Victories like Huo’s are highly sought after by Chinese enterprises operating overseas, with demand for international commercial arbitration growing concurrently with their activities abroad.

A single legal dispute could ruin your entire deal … Your reputation in the overseas market or your entire investment could be lost
Joey Zhou

China, a latecomer to the arbitration arena, is striving to increase its voice and allure in the field. It has begun a campaign to transform its first-tier cities into international arbitration hubs, presenting alternatives to traditional powerhouses like Singapore, New York and London.

The growing number of Chinese applicants will have a wider impact on international arbitration destinations in the future, legal experts said, as those companies want institutions that are familiar with their homeland’s legal and commercial culture.

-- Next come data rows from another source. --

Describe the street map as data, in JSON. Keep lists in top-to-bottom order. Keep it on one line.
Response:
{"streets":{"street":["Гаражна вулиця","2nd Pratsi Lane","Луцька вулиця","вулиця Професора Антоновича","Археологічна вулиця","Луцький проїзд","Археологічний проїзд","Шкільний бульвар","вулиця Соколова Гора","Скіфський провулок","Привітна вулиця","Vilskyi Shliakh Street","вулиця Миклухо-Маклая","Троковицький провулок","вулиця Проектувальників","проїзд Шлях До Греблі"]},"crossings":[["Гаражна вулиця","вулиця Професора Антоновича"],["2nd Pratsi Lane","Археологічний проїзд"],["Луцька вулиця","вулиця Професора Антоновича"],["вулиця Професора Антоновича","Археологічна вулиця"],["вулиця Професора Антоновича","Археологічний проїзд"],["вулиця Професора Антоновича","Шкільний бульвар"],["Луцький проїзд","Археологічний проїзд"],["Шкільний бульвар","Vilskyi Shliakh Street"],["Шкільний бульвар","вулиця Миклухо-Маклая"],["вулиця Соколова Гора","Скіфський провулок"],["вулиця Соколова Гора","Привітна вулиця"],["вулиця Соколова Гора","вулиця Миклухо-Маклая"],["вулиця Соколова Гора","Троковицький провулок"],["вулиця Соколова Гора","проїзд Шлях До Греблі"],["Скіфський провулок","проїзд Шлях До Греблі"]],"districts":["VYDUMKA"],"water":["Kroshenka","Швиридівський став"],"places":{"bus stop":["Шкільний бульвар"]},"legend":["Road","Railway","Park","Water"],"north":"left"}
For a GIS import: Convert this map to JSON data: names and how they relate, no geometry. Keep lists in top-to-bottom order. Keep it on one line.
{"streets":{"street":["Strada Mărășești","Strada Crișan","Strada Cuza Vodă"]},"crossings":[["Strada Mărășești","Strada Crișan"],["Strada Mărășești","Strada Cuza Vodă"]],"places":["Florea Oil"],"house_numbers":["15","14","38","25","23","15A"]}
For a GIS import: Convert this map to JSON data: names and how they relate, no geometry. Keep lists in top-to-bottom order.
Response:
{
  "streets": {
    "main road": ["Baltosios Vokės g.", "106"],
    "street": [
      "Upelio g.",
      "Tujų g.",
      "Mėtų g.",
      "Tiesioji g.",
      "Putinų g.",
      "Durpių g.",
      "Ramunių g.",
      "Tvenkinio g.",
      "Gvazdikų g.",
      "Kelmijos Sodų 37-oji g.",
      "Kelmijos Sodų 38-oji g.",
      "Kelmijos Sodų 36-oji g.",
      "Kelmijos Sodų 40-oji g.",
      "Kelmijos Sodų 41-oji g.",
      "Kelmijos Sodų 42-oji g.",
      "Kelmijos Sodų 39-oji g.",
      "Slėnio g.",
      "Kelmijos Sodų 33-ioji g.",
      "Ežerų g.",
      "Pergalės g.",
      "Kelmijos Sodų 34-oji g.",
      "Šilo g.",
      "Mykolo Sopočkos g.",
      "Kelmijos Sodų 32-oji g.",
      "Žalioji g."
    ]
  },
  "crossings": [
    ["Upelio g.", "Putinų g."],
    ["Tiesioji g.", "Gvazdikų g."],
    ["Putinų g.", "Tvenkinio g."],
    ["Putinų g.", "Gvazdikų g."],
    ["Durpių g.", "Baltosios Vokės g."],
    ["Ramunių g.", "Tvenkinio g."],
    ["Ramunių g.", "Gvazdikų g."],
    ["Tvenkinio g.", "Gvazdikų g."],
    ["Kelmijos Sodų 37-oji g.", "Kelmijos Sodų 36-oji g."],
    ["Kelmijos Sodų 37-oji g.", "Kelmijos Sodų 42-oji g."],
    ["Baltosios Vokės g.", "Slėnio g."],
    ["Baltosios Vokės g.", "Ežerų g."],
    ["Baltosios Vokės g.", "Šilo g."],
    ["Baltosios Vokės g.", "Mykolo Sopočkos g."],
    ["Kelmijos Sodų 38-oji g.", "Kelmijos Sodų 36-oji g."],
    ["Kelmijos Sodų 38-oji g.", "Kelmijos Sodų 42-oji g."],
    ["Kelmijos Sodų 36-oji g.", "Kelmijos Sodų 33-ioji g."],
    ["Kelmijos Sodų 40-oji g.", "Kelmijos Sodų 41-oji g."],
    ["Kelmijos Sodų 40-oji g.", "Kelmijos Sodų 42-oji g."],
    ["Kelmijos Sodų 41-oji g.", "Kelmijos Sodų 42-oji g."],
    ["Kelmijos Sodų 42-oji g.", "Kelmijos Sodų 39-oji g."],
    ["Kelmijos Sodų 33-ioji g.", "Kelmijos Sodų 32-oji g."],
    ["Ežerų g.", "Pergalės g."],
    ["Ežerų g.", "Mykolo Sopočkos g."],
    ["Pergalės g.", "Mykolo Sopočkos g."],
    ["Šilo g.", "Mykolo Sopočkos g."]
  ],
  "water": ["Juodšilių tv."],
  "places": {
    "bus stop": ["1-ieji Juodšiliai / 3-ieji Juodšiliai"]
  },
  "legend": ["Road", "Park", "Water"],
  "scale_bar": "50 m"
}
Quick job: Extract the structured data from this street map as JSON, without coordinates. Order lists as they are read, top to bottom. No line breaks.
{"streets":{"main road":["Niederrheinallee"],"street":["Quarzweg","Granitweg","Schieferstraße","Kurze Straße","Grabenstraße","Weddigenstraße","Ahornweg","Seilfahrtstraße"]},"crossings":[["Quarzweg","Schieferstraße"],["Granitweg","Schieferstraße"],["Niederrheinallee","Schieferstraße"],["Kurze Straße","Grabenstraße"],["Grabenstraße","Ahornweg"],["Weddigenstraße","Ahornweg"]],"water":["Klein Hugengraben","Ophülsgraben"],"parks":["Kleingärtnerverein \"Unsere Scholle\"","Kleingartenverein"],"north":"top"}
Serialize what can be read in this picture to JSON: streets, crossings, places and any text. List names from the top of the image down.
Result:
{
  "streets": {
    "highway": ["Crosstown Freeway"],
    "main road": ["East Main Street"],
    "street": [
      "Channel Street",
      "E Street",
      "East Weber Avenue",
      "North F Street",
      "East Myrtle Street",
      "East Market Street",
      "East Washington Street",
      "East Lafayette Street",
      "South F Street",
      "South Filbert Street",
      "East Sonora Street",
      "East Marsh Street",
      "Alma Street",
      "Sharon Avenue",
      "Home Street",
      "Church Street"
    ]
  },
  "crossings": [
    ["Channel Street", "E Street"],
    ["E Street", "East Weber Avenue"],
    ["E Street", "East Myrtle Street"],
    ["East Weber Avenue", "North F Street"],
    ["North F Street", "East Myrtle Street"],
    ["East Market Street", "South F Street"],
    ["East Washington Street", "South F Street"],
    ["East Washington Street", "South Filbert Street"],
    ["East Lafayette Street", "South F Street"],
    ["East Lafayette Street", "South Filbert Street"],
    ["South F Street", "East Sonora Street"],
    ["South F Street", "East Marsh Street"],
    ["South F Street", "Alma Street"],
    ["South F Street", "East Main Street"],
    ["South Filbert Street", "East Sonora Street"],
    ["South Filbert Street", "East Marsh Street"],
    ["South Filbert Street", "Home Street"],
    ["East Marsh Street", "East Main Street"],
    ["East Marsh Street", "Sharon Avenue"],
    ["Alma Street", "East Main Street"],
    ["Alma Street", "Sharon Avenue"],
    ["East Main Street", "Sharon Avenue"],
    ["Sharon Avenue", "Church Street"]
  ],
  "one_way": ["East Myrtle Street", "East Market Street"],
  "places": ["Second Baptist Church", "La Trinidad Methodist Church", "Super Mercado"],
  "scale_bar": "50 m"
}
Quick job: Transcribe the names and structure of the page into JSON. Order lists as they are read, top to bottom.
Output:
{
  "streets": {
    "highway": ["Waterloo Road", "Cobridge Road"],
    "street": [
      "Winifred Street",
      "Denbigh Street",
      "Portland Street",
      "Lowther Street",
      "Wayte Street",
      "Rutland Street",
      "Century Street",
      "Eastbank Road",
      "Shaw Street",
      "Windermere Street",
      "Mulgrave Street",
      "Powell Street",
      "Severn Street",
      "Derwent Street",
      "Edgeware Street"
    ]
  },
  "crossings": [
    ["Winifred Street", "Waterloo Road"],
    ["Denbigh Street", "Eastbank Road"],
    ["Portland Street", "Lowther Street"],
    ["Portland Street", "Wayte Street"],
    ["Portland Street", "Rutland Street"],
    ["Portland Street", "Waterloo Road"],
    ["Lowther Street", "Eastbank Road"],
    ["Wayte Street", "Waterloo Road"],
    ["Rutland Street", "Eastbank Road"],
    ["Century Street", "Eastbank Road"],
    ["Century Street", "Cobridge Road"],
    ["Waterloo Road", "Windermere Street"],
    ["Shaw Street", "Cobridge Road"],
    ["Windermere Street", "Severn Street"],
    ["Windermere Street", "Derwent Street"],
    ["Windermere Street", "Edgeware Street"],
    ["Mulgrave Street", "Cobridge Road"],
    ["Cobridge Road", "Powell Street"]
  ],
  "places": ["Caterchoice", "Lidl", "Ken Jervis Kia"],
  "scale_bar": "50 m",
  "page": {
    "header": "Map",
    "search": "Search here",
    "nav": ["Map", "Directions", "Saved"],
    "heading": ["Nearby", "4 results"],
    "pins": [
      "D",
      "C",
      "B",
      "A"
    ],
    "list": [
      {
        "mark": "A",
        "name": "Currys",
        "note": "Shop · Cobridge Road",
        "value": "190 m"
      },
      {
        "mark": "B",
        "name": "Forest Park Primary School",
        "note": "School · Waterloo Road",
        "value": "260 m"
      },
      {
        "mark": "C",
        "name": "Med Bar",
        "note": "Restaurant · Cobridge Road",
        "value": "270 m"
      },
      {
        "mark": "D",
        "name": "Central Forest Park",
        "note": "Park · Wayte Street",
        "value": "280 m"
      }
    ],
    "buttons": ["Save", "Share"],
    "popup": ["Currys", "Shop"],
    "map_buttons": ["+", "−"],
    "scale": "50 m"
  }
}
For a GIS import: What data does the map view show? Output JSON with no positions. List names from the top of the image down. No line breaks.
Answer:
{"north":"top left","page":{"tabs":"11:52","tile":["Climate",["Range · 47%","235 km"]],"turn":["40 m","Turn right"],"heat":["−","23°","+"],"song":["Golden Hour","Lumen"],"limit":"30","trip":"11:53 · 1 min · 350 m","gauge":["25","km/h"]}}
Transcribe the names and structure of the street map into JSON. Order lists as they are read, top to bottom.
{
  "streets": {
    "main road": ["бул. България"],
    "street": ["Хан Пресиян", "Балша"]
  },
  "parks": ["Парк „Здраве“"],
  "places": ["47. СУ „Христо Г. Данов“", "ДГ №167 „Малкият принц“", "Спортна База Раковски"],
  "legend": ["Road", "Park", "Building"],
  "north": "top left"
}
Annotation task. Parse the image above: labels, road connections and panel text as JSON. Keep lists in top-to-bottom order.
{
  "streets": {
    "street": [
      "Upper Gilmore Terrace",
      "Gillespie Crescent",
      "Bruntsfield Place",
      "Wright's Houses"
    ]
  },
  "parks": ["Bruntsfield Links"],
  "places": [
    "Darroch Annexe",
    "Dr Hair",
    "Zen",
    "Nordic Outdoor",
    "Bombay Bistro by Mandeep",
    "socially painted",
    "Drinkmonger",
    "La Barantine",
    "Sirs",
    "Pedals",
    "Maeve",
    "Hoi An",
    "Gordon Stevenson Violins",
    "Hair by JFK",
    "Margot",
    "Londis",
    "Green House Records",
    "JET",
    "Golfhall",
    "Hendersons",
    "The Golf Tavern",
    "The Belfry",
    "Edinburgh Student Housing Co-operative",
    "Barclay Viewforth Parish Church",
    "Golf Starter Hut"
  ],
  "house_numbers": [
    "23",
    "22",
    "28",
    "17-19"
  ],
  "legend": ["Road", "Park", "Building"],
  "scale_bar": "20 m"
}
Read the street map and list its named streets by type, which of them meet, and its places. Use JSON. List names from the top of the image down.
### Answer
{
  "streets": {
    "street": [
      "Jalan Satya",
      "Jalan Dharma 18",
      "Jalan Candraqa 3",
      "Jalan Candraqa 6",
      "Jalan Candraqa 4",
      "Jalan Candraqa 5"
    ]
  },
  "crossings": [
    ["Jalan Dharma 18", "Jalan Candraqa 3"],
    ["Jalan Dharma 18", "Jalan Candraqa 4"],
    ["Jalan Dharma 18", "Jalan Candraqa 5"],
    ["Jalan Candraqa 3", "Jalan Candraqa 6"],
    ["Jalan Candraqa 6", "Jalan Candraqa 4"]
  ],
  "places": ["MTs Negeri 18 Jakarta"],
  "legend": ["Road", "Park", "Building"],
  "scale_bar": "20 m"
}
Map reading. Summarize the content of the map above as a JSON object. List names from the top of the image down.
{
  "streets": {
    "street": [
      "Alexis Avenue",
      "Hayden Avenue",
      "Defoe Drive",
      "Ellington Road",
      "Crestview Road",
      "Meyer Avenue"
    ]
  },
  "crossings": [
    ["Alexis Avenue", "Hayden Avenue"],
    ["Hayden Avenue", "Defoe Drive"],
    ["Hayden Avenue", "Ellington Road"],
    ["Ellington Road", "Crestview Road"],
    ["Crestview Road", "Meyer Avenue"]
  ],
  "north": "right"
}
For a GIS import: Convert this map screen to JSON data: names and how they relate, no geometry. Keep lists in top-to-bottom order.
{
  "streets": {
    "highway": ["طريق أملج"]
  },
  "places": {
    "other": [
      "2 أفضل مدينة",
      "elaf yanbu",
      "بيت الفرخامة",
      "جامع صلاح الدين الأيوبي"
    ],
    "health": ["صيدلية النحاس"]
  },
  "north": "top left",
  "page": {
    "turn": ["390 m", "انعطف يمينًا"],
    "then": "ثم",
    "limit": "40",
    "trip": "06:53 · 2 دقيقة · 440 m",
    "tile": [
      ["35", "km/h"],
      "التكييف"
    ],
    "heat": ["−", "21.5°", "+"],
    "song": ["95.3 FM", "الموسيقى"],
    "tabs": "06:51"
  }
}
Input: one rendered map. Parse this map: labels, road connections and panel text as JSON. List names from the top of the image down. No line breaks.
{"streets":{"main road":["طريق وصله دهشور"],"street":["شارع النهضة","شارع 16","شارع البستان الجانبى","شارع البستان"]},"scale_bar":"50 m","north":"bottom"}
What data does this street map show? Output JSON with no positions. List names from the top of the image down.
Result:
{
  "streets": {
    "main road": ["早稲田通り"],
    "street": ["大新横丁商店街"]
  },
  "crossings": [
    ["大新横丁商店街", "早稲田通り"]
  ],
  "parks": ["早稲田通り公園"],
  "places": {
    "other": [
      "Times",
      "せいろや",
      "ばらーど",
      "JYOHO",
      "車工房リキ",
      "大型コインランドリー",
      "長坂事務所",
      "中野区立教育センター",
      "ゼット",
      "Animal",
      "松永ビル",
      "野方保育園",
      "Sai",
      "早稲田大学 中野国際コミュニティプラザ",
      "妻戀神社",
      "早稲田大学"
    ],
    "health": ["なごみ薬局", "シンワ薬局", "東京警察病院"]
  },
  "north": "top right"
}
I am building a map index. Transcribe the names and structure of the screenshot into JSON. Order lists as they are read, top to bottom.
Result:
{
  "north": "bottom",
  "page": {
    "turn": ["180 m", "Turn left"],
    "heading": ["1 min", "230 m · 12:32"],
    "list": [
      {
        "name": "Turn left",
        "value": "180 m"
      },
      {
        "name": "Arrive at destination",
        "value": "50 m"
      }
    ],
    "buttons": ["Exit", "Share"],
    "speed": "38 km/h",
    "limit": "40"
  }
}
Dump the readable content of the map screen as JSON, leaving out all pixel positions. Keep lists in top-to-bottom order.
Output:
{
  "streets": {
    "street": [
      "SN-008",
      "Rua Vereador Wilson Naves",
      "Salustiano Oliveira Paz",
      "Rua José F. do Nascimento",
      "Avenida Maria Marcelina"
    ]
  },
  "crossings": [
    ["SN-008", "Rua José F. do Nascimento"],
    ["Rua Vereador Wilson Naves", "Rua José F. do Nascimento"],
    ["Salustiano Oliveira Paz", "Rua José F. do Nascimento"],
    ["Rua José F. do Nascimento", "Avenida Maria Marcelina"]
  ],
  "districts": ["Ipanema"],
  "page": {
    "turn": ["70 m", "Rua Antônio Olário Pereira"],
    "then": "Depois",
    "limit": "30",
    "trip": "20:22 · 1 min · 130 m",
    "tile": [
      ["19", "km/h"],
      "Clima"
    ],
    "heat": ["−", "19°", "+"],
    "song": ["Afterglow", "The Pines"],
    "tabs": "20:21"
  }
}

“Many of our local small and medium-sized enterprises have started to go global and encountered disputes,” said Joey Zhou, a female entrepreneur from Hunan province who sells grain and oil machinery in Southeast Asia and the US. “A single legal dispute could ruin your entire deal. Your reputation in the overseas market or your entire investment could be lost.”

Wilson Wei Huo, a Beijing-based lawyer and arbitrator, and his team. Photo: He Huifeng

China’s Arbitration Law, which entered into force in 1995, is in the middle of a major revision which began in 2021. The changes are intended to bring the law into better alignment with international practices and aid Chinese companies which have made larger strides into overseas markets.

Those businesses have had difficulties in finding an appropriate institution to service their needs, according to recent surveys and legal scholars.

A 2022 report by the China International Economic and Trade Arbitration Commission (CIETAC) revealed nearly 60 per cent of surveyed respondents had disputes in Southeast Asia, half in Hong Kong, Macau and Taiwan, 40 per cent in Europe and North America and 30 per cent in Africa.

Quarrels over contracts for construction and the purchase and sale of goods were the most common categories among these disagreements, the report said, and up to 86 per cent of surveyed enterprises indicated they would choose arbitration as a means of dispute resolution in their overseas operations.

According to the report, it is difficult for Chinese enterprises to choose a domestic or otherwise familiar institution for international arbitration. Insufficient global competitiveness and credibility – and a shortage of expertise – have limited the utility of the few options available.

Over the past two decades, several international regional arbitration hubs have emerged in Asia, said Wang Jiangyu, director of the Centre for Chinese and Comparative Law at City University of Hong Kong.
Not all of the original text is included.